Stored items:

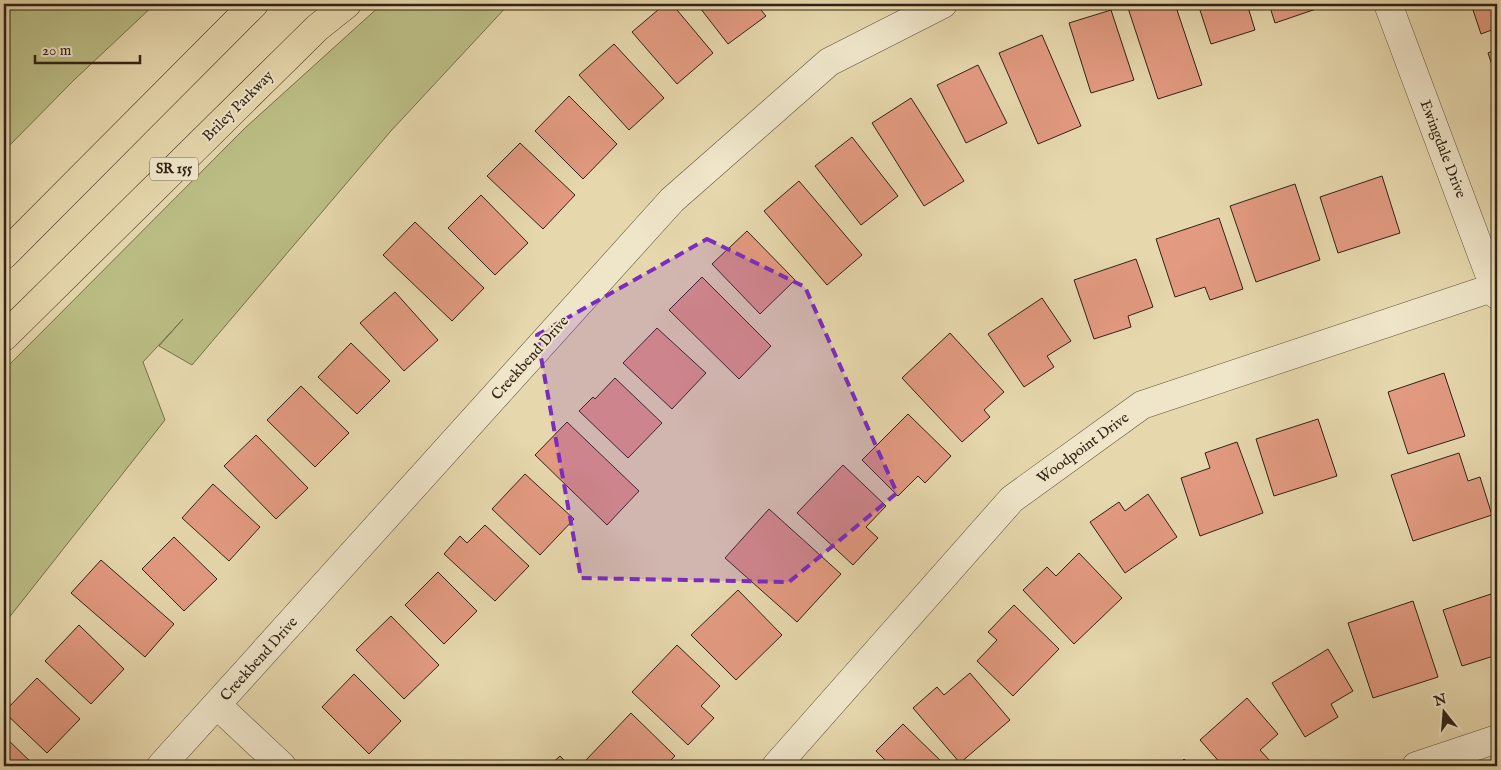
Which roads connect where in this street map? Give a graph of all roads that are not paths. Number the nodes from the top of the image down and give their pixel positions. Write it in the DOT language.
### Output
graph roads {
  1 [pos="254,4"];
  2 [pos="347,4"];
  3 [pos="943,4"];
  4 [pos="1388,4"];
  5 [pos="4,256"];
  6 [pos="1496,291"];
  7 [pos="4,337"];
  8 [pos="217,705"];
  9 [pos="1497,739"];
  10 [pos="161,766"];
  11 [pos="282,766"];
  12 [pos="776,766"];
  13 [pos="1416,766"];
  1 -- 5 [label="highway"];
  2 -- 7 [label="highway, Briley Parkway / SR 155"];
  3 -- 8 [label="street, Creekbend Drive"];
  4 -- 6 [label="street, Ewingdale Drive"];
  6 -- 12 [label="street, Woodpoint Drive"];
  8 -- 10 [label="street, Creekbend Drive"];
  8 -- 11 [label="street"];
  9 -- 13 [label="street"];
}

WORK REQUIRED:
Copy out the data verbatim, with no pictures.

EXERCISE OUTPUT:
Which roads connect where in this street map? Give a graph of all roads that are not paths. Number the nodes from the top of the image down and give their pixel positions. Write it in the DOT language.
### Output
graph roads {
  1 [pos="254,4"];
  2 [pos="347,4"];
  3 [pos="943,4"];
  4 [pos="1388,4"];
  5 [pos="4,256"];
  6 [pos="1496,291"];
  7 [pos="4,337"];
  8 [pos="217,705"];
  9 [pos="1497,739"];
  10 [pos="161,766"];
  11 [pos="282,766"];
  12 [pos="776,766"];
  13 [pos="1416,766"];
  1 -- 5 [label="highway"];
  2 -- 7 [label="highway, Briley Parkway / SR 155"];
  3 -- 8 [label="street, Creekbend Drive"];
  4 -- 6 [label="street, Ewingdale Drive"];
  6 -- 12 [label="street, Woodpoint Drive"];
  8 -- 10 [label="street, Creekbend Drive"];
  8 -- 11 [label="street"];
  9 -- 13 [label="street"];
}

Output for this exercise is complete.